RHOADES, ANNA E
UNIVERSITY OF PENNSYLVANIA
USA
Molecular mechanisms and cellular implications of tau dysfunction
NIH (NIA)
2,513,747.71
15/07/2016
1
Alzheimer's disease & other dementias
Acquired Cognitive Impairment... Aging... Alzheimer's Disease... Alzheimer's Disease Related Dementias (ADRD)... Alzheimer's Disease including Alzheimer's Disease Related Dementias (AD/ADRD)... Brain Disorders... Dementia... Frontotemporal Dementia (FTD)... Neurodegenerative... Neurosciences
Tau is a microtubule-associated protein that is the primary component of the neurofibrillary tangles that are a hallmark of Alzheimer’s disease. Tau modulates the stability of neuronal microtubules and it is generally thought that modifications to tau associated with disease disrupt tau-microtubule interactions, which can in turn affect proper motor-based cargo trafficking in axons. Despite intensive study, a detailed understanding of the biophysical basis of tau’s interaction with and influence on microtubule assembly dynamics is lacking. Therefore, our goal is to develop a molecular level understanding of this mechanism and determine how tau aggregation and microtubule assembly dynamics are altered by disease-associated tau variants. We have developed the hypothesis that disease-associated modifications to tau primarily affect its interactions with tubulin, manifested in vivo as altered microtubule assembly dynamics and loss of microtubule stability. To investigate this hypothesis, we have developed two specific aims with the following goals: assessing the impact of disease-associated variants of tau on interactions with tubulin and microtubules (Aim 1); determining the impact of tau variants on microtubule assembly and dynamics (Aim 2). In order to achieve these goals, we will use in vitro experimental analysis of purified proteins, live cell imaging of tau interaction with single microtubules, and computational modeling at the molecular and cellular levels to create a more detailed biophysical picture of tau function. Through this research, we expect to develop a cellular systems-level understanding of the molecular factors that alter native tau-tubulin/microtubule interactions to result in neurofibrillary tangle formation and loss of normal microtubule assembly dynamics. We expect that our studies will lead to biophysics-based prediction of cellular-level phenotypes from tau genetic sequence information, which will then serve to rationally guide therapy development toward target(s) that restore normal tau-microtubule dynamics and self-assembly.

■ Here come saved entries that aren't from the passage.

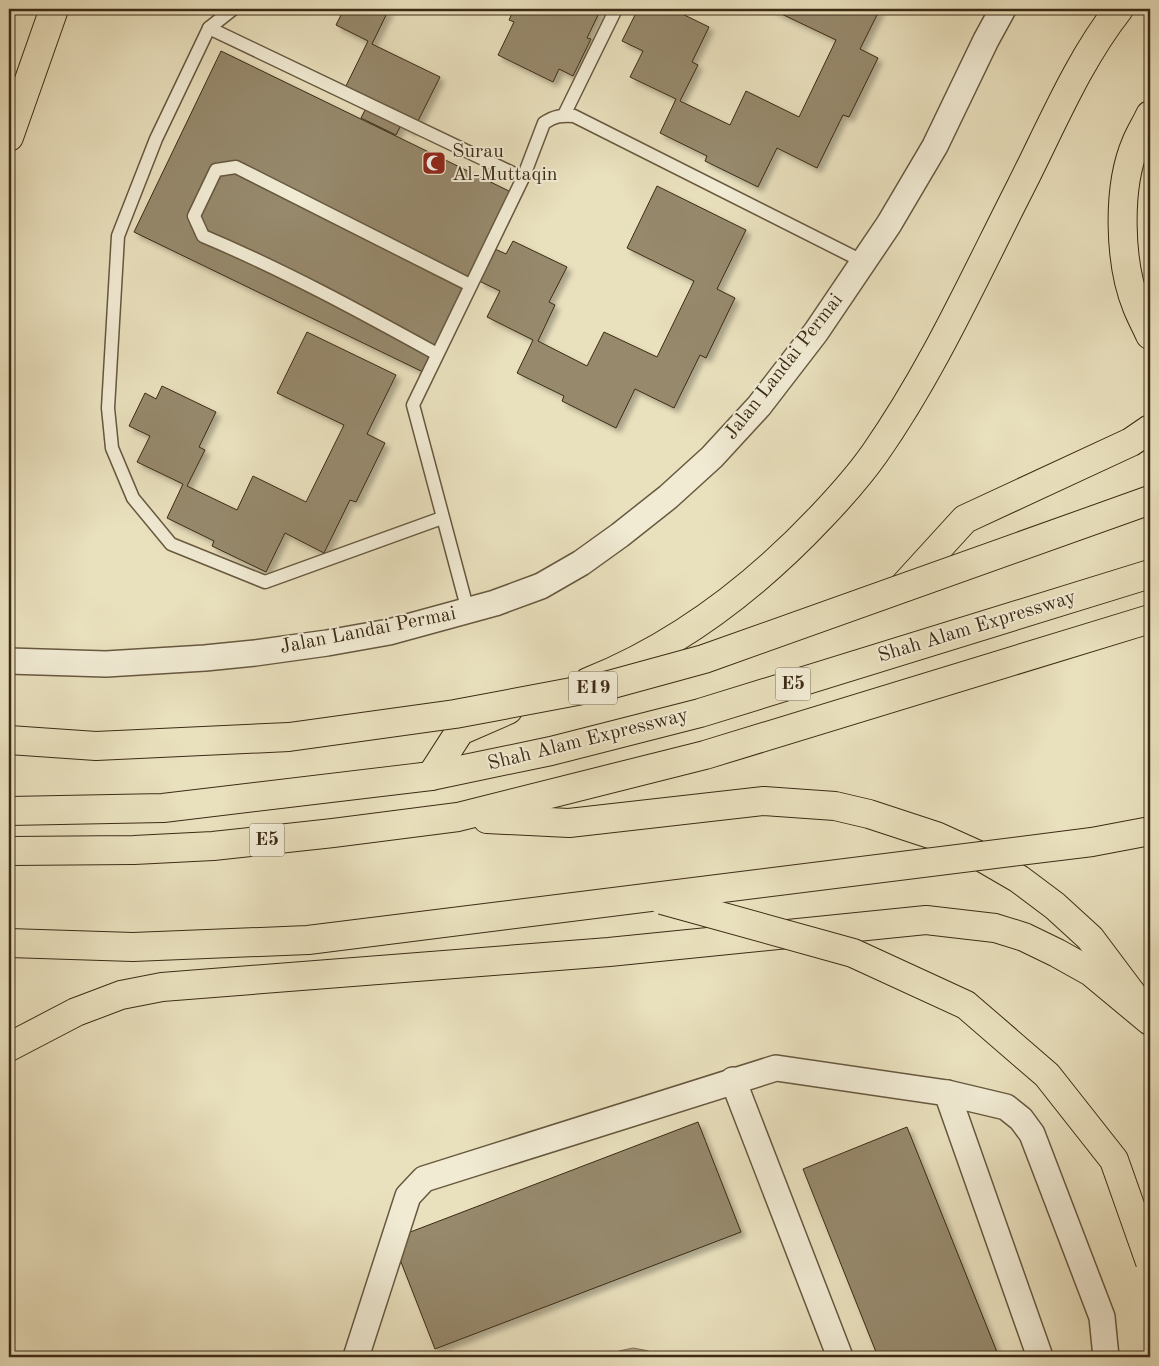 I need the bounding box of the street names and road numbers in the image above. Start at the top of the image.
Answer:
street label: Jalan Landai Permai [721,290,847,444]
street label: Shah Alam Expressway [876,587,1079,667]
street label: Jalan Landai Permai [278,604,458,658]
road number: E5 [776,668,810,701]
road number: E19 [569,671,617,704]
street label: Shah Alam Expressway [486,705,691,775]
road number: E5 [250,824,284,856] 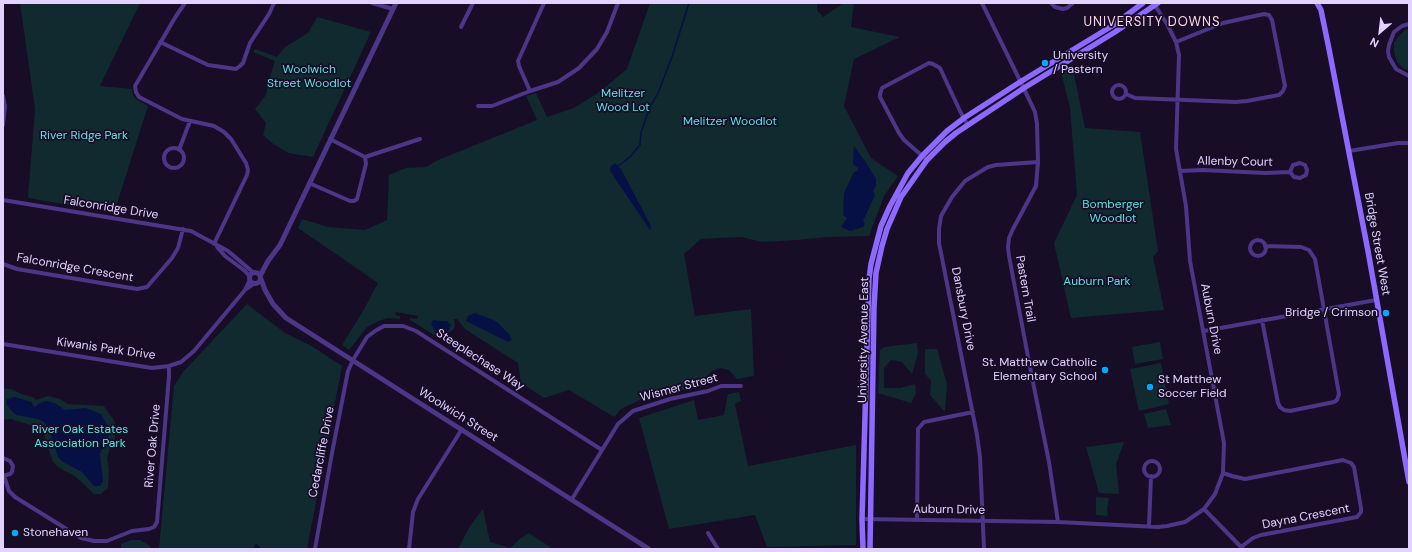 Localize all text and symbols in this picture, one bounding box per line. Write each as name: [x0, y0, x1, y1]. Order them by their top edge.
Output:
north arrow: [1360, 12, 1400, 52]
district label: UNIVERSITY DOWNS: [1084, 15, 1220, 31]
text: N: [1368, 35, 1381, 51]
place label: University / Pastern: [1053, 49, 1108, 77]
marker: University / Pastern: [1040, 58, 1050, 68]
park label: Woolwich Street Woodlot: [267, 63, 351, 91]
park label: Melitzer Wood Lot: [596, 87, 650, 115]
park label: Melitzer Woodlot: [683, 115, 777, 129]
park label: River Ridge Park: [40, 129, 128, 143]
street label: Allenby Court: [1197, 154, 1273, 170]
street label: Bridge Street West: [1361, 192, 1393, 296]
street label: Falconridge Drive: [63, 193, 159, 223]
park label: Bomberger Woodlot: [1082, 198, 1144, 226]
street label: Falconridge Crescent: [15, 251, 135, 285]
street label: Pastern Trail: [1012, 255, 1038, 323]
street label: Dansbury Drive: [948, 266, 978, 352]
park label: Auburn Park: [1063, 275, 1131, 289]
street label: University Avenue East: [856, 277, 872, 403]
street label: Auburn Drive: [1197, 282, 1225, 356]
place label: Bridge / Crimson: [1285, 306, 1378, 320]
marker: Bridge / Crimson: [1381, 308, 1391, 318]
street label: Steeplechase Way: [433, 326, 527, 394]
street label: Kiwanis Park Drive: [56, 335, 156, 363]
place label: St. Matthew Catholic Elementary School: [982, 356, 1097, 384]
marker: St. Matthew Catholic Elementary School: [1100, 365, 1110, 375]
street label: Wismer Street: [639, 371, 719, 405]
place label: St Matthew Soccer Field: [1158, 373, 1227, 401]
marker: St Matthew Soccer Field: [1145, 382, 1155, 392]
street label: Woolwich Street: [416, 385, 500, 445]
street label: River Oak Drive: [142, 404, 164, 488]
street label: Cedarcliffe Drive: [306, 405, 338, 499]
park label: River Oak Estates Association Park: [32, 423, 128, 451]
street label: Dayna Crescent: [1261, 501, 1351, 533]
street label: Auburn Drive: [913, 502, 985, 518]
place label: Stonehaven: [23, 526, 88, 540]
marker: Stonehaven: [10, 528, 20, 538] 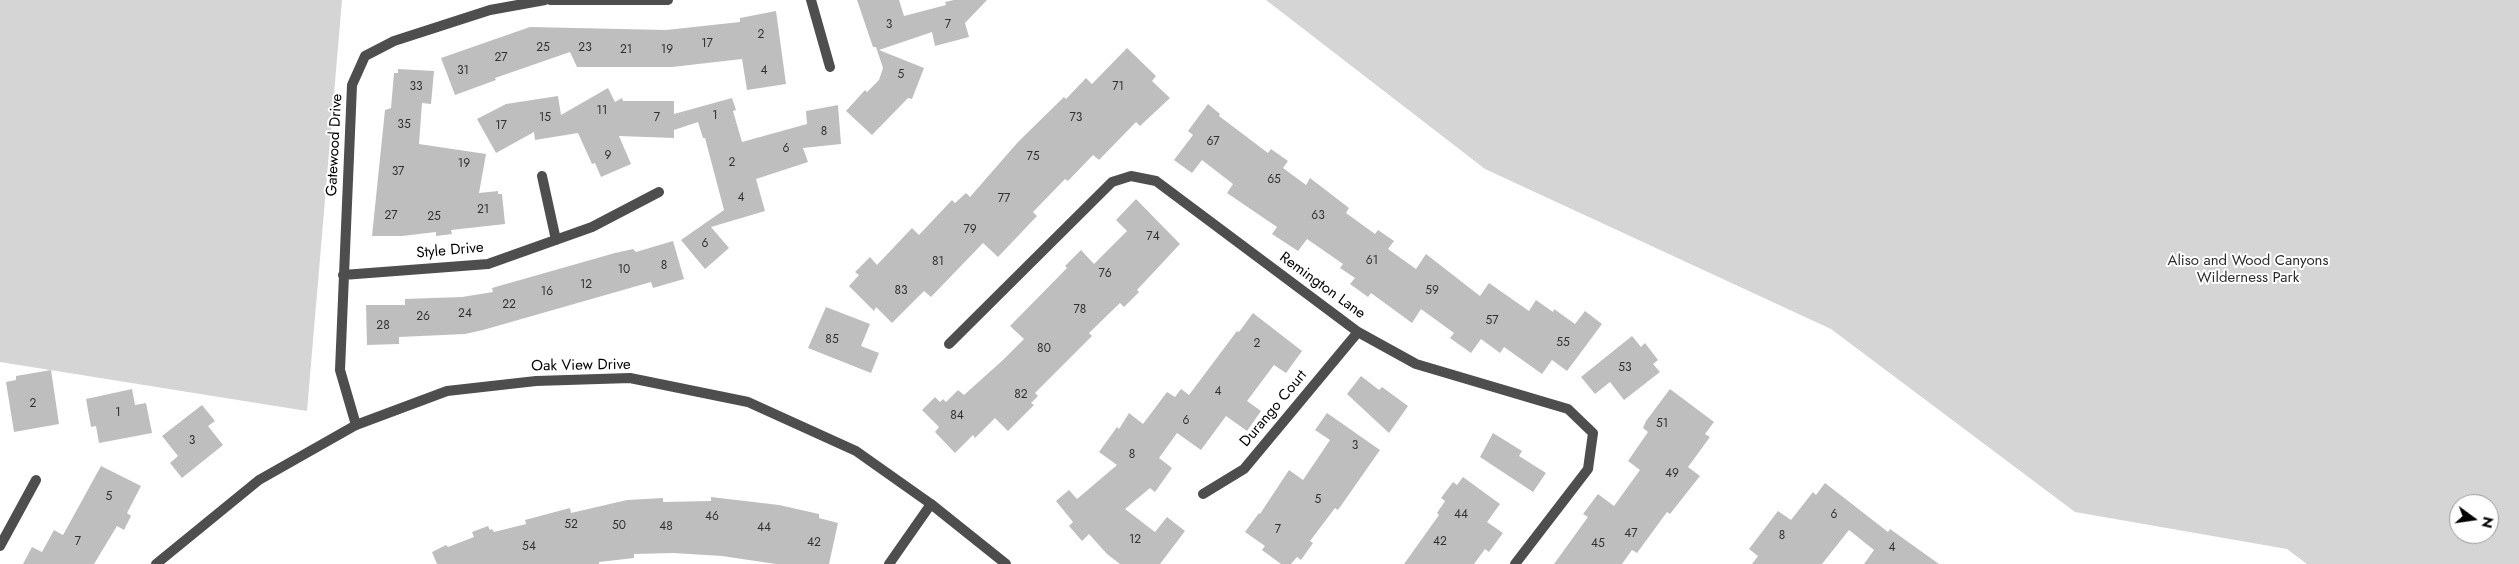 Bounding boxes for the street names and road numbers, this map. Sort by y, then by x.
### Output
street label: Gatewood Drive [323,93,347,197]
street label: Style Drive [416,239,484,263]
street label: Remington Lane [1275,249,1369,323]
street label: Oak View Drive [531,356,631,376]
street label: Durango Court [1237,367,1311,451]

Loss of function of the microtubule associated protein tau leads to microtubule destabilization, consequent disruption of normal trafficking of cellular components, and is one of the major hallmarks of Alzheimer’s disease. Here, we seek to develop a detailed molecular model of tau-mediated polymerization of tubulin and to understand of how these normal interactions are altered by mutations to tau found in disease. As one rational approach to drug design would be to alter tau-tubulin or tau-microtubule interactions, our work may provide a framework for understanding the structural features of tau to be targeted for therapeutic purposes.